Wednesday, 03 June 2009

  • Responding like Jesus.



    We have had a very real case of bullying in our street for the past 14 months that we have lived in our current home.

    It has involved most if not all of my kids at one point or another, but largely my son who is 15. For the most part it is unprovoked in terms of, what little provocation there is, the ensuing reactions are out of proportion.

    Without going into the details, I wanted to ask you all about how you would respond to this kind of behavior yourselves?






    I am currently reading the following book and I came across this quote that has helped me gain a fresh perspective on the bullying issue.







    Suffering Prophet- Martin Luther King Jr

    "Like Jesus announcing the kingdom of God, Dr.

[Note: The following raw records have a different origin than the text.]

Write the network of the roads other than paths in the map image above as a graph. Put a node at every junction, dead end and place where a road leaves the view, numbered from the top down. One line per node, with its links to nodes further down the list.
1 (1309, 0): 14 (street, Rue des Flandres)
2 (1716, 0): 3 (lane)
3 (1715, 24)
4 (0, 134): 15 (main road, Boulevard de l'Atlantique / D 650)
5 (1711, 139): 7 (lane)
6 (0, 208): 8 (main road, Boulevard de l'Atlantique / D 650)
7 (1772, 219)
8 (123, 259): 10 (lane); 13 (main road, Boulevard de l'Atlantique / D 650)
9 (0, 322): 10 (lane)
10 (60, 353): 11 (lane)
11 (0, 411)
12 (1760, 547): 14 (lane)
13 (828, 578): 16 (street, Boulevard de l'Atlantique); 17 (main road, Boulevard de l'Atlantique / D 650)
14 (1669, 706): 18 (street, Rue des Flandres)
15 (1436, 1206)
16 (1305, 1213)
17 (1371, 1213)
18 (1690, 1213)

Martin Luther King Jr,prophetically spoke to the possibility of a new American society- a society without racism, oppression and violence.  His iconic "I have a dream" speech, singing out his hope for America's future, echoes Isaiah 40, "I have a dream that every valley will be exalted ..." and Amos 5:24, "No we are not satisfied, and we will not be satisfied until justice rolls down like waters and righteousness like a mighty stream ..."

    His uncompromising stance on non-violence even in the face of extreme provocation was influenced by the non-violent activisim of Mahatma Gandi in India, and deliberately empodied the explicit teachings of Jesus to turn the other cheek and love one's enemies.  King's message of hope and justice inspired African-Americans to claim their place at America's table, rather like Jesus' message gave hope to the poor of his day."


    How would you handle bullying/persecution in your family? 
    Especially the type that could escalate and eventually see someone hurt?